One of the most common and costly frustrations in facilities management is the revolving door of service calls. A facilities manager calls a service contractor because the AC isn’t keeping up. The contractor sends a technician, diagnoses the issue, performs the work, and closes the ticket. A week later, an occupant complains again. The FM calls the contractor again. The cycle repeats.
From ACE IoT’s perspective, this cycle is a function of how building service relationships are structured. Most service contracts are built around hours and visits, with outcomes left unverified. The contractor is paid for showing up and performing work. Whether that work actually solved the problem in any durable way is rarely something either party can verify with confidence, because the data infrastructure to do so simply has not been part of the picture.
For facilities managers with time and material contracts with service contractors, this creates a budget problem with no clean resolution. Each callback is another invoice. Escalating the issue requires documentation that is hard to produce. Switching contractors means starting over with someone new. The building’s systems may be generating data, but without a way to surface that data as meaningful performance indicators, the FM is left relying on occupant complaints and technician reports to understand what is actually happening inside the building.
Using Real-Time Data to Help Resolve the Callback Problem
This was the exact situation facing a global tech company in 2024. Their buildings were occupied, the systems were running, and the service contracts were active. What was missing was any reliable way to know whether those systems were actually performing. Comfort complaints were coming in, vendors were responding, and invoices were accumulating, with no clear picture of whether the underlying problems were being resolved or just temporarily quieted.

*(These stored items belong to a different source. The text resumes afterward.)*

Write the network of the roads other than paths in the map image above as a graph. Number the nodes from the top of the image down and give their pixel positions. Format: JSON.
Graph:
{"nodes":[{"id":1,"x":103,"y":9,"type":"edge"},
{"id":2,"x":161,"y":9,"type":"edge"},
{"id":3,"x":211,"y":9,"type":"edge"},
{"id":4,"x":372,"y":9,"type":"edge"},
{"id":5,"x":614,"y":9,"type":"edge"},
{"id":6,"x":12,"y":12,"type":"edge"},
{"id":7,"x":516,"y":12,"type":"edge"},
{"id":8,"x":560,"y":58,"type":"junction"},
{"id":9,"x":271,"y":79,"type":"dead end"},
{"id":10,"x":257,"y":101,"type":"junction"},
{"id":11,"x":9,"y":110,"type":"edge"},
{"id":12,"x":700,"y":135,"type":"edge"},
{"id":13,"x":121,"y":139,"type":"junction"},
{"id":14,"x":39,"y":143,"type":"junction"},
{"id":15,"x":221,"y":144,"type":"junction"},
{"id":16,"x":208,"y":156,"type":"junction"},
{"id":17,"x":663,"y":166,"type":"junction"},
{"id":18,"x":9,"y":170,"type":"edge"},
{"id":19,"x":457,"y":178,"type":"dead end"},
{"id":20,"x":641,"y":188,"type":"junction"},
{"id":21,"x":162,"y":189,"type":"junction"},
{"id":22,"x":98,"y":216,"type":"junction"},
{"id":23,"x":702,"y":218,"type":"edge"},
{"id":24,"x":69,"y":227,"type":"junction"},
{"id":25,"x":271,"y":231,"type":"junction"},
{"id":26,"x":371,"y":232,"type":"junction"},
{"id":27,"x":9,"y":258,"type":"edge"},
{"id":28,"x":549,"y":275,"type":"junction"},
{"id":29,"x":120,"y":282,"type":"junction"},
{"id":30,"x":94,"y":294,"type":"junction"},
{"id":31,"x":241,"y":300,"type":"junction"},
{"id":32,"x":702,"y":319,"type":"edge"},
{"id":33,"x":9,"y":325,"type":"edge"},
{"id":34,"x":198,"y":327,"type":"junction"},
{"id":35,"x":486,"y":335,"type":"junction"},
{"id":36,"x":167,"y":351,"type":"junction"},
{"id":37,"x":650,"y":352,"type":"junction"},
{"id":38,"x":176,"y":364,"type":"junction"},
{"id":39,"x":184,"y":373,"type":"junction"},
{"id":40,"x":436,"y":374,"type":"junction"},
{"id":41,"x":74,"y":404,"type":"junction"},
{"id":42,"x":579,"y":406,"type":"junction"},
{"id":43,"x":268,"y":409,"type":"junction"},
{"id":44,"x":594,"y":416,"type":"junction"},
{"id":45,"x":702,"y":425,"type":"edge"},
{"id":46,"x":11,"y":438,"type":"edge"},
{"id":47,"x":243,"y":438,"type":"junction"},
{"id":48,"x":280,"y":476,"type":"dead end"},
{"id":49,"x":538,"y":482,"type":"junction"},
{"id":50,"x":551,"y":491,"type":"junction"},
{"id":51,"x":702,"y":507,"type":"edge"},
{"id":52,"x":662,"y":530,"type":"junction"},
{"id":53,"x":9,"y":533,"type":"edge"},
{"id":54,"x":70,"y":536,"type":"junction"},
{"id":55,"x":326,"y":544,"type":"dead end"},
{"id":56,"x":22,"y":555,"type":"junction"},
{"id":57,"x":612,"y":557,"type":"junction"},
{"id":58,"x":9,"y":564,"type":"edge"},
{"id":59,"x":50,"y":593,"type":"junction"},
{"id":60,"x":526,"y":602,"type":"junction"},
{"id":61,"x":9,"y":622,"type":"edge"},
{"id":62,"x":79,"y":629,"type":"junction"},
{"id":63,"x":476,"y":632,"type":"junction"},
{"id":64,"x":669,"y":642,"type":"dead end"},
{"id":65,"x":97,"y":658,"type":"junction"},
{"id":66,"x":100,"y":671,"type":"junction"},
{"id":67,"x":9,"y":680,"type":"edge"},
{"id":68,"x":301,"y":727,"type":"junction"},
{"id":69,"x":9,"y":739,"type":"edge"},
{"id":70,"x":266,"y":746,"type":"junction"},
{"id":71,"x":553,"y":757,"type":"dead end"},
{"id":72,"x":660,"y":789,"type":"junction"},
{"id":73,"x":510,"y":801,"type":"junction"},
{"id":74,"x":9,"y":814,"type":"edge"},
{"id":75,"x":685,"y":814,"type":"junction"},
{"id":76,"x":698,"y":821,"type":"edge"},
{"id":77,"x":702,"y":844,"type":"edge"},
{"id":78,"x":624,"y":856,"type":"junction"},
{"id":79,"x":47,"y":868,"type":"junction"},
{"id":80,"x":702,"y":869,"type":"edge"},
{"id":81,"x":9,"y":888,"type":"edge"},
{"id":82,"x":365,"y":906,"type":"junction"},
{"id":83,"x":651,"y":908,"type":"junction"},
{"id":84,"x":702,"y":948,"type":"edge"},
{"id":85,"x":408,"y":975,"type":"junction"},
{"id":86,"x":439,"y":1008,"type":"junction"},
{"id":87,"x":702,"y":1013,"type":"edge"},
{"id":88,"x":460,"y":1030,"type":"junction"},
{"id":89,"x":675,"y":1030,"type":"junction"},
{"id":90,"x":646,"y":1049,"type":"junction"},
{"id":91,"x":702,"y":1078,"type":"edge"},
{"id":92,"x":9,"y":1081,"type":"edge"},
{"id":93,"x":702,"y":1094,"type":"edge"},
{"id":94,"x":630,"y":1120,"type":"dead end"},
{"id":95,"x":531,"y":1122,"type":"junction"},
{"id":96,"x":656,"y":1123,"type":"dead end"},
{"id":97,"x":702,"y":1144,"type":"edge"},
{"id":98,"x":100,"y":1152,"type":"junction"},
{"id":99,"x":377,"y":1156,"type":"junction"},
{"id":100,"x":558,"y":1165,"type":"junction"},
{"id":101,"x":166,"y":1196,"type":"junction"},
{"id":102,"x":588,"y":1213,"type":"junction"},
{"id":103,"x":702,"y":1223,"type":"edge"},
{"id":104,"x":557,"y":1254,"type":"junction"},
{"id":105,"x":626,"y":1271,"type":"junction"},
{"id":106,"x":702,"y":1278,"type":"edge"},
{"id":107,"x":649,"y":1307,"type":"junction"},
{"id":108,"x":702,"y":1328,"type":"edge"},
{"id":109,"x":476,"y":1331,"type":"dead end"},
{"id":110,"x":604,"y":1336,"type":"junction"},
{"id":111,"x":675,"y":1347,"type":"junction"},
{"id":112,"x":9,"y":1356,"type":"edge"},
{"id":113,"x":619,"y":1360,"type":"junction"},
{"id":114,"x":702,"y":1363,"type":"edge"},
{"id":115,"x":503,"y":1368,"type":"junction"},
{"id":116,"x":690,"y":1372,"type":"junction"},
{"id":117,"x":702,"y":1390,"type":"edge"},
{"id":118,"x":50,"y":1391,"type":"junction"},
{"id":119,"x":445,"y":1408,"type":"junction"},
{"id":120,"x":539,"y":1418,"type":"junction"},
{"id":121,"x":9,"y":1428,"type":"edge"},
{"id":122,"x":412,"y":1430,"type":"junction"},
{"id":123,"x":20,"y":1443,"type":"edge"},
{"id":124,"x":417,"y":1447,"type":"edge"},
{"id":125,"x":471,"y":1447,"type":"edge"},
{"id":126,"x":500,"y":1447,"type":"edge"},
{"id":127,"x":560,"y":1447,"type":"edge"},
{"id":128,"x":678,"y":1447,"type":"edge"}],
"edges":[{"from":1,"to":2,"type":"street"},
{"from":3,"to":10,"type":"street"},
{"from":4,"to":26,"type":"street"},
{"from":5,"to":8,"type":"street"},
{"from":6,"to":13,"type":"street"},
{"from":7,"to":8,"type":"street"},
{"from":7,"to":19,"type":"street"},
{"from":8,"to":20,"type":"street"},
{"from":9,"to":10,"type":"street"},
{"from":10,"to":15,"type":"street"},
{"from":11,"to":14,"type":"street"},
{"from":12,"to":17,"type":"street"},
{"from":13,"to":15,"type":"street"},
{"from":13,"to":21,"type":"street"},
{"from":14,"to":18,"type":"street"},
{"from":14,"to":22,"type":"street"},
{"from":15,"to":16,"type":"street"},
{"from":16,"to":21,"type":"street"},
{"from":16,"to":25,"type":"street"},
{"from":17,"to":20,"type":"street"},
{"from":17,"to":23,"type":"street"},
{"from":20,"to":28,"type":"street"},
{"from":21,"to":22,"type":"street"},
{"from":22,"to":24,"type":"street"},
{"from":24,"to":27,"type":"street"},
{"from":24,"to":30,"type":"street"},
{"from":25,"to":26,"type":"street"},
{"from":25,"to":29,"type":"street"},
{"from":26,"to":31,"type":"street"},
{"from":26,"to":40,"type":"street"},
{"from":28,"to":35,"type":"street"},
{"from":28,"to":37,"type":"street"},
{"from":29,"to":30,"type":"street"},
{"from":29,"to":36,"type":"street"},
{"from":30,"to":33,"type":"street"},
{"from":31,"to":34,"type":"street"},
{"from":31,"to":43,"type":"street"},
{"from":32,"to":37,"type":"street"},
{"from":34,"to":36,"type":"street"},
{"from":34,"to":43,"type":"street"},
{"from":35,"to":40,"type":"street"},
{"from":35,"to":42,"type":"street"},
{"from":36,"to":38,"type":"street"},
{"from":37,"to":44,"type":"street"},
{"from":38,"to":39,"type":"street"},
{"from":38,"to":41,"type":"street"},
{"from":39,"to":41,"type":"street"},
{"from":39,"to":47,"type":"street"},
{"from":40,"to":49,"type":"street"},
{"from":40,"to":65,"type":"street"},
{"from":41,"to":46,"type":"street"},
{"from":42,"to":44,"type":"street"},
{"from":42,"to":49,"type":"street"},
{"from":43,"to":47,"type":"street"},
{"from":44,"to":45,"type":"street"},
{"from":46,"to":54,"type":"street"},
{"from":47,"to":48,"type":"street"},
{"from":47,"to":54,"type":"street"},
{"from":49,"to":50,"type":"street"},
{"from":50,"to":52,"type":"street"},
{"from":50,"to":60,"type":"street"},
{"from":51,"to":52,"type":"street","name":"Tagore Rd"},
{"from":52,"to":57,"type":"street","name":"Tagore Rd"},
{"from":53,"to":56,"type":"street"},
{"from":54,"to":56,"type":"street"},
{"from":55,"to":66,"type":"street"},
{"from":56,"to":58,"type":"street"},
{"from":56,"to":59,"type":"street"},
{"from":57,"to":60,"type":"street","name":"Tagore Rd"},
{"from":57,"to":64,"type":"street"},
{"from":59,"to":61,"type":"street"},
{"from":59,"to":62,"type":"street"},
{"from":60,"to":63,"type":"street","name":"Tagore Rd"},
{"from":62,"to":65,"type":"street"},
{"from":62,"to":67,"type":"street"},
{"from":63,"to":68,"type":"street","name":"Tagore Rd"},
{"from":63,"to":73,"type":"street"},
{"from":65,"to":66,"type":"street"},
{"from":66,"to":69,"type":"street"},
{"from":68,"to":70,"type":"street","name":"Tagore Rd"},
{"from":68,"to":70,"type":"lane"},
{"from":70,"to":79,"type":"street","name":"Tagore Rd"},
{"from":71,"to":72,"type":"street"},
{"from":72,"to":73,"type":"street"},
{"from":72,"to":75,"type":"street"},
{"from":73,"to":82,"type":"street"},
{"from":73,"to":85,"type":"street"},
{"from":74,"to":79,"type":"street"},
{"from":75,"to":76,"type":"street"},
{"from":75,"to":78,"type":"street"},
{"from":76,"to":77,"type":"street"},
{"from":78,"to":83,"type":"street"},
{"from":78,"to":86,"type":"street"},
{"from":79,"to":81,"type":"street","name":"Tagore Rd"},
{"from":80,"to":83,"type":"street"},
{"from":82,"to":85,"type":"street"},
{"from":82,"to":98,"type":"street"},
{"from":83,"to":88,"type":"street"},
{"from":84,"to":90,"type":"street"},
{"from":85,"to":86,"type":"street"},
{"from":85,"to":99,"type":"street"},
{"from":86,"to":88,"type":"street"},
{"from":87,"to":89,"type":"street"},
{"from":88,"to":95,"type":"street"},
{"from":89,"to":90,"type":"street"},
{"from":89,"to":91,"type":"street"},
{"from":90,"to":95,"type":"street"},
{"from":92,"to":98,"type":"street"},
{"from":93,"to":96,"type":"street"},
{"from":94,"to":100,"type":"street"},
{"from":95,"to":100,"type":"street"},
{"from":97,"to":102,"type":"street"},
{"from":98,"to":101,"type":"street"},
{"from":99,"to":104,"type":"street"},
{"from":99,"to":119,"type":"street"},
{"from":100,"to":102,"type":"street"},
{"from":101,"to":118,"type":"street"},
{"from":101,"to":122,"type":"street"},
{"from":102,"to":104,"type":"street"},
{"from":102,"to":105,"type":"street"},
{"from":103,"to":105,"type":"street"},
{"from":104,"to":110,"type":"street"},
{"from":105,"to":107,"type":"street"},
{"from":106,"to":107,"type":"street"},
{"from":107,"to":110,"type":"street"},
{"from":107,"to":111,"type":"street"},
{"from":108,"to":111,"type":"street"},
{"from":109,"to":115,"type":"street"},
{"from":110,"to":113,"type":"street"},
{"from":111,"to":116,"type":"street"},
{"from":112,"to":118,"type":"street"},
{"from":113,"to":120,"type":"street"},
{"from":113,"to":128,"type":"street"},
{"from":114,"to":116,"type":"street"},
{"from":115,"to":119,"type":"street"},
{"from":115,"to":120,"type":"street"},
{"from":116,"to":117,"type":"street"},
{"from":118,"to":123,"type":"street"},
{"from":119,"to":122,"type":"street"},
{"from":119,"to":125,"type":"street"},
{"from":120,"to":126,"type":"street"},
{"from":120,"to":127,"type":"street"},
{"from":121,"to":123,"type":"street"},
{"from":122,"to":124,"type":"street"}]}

A commissioning firm brought in to evaluate building performance partnered with ACE IoT and, together, we built the data infrastructure and KPI dashboards that gave stakeholders (the facilities team, the building owner, and their service providers) a shared, real-time view of how the buildings were actually behaving. Setpoint achievement, time-in-band, and equipment performance trends all became visible and documentable.
This engagement reframed how the facilities team managed their vendors, evaluated performance, kept their tenants comfortable, and planned for future improvements.
Introducing Pathfinder
Pathfinder is ACE’s structured outcome-driven solution that gives building owners, facilities managers, and their service providers a shared, real-time view of building performance. It combines data acquisition, a purpose-built data model, and customized KPI dashboards into a framework that makes system performance legible, measurable, and tied to outcomes.
The engagement begins with ACE IoT deploying a SkyHook gateway to collect and manage time-series data from the target buildings. Rather than requiring a fully built-out semantic model upfront, ACE IoT develops a minimally-viable data model scoped to the owner’s most pressing operational questions. This approach delivers insight quickly and keeps the upfront investment proportional to the immediate need.
With the data infrastructure in place, ACE IoT builds commissioning dashboards that quantify the performance of major building systems in plain terms.
- How often is a given system achieving its control setpoints?
- What percentage of occupied hours is the space within the comfort band?
- When a repair is made, does the data confirm the fix held?
These questions get answered continuously, giving everyone involved a common ground of fact rather than a competing set of impressions.
What Changes When Performance Is Measurable
For the facilities manager, Pathfinder can turn a service relationship based on activity into one based on results. Vendor performance becomes something that can be tracked, reviewed, and tied directly to contract terms. When a repair is made, the data confirms whether the fix held. Repeat callbacks become documented patterns, visible in the dashboard and traceable over time. Comfort issues surface proactively rather than arriving as occupant complaints, and the FM gains the standing to have a different kind of conversation with their service providers.
For the service contractor, the availability of measurable outcomes creates the opportunity to consider a different business model. When contracts are tied to building performance, a contractor who keeps a building running well gets paid for that outcome without needing to be on site each month to justify an invoice. The contractor makes fewer unnecessary site visits, takes on more buildings, and builds a revenue model that scales with the quality of their work.
Pathfinder is a Practical Starting Point
Building owners who want to move toward outcome-based facilities management often find the starting point unclear. Large modeling or integration projects require commitments that are hard to justify before the value is proven, and facilities teams are stretched too thin to absorb a lengthy deployment with a distant payoff.
Pathfinder is designed with that reality in mind. By scoping the data model to what is immediately useful and delivering working dashboards early in the engagement, the value becomes visible quickly. Ownership gets actionable insight, facilities teams get tools they can use today, and service providers get the data they need to demonstrate their value. Plus, the gateway deployment and data model provide a scalable infrastructure to support future validation and more sophisticated programs, making a Pathfinder engagement an investment in long-term digital readiness as much as an immediate operational tool.
For building owners caught in the callback cycle, Pathfinder is where that cycle ends.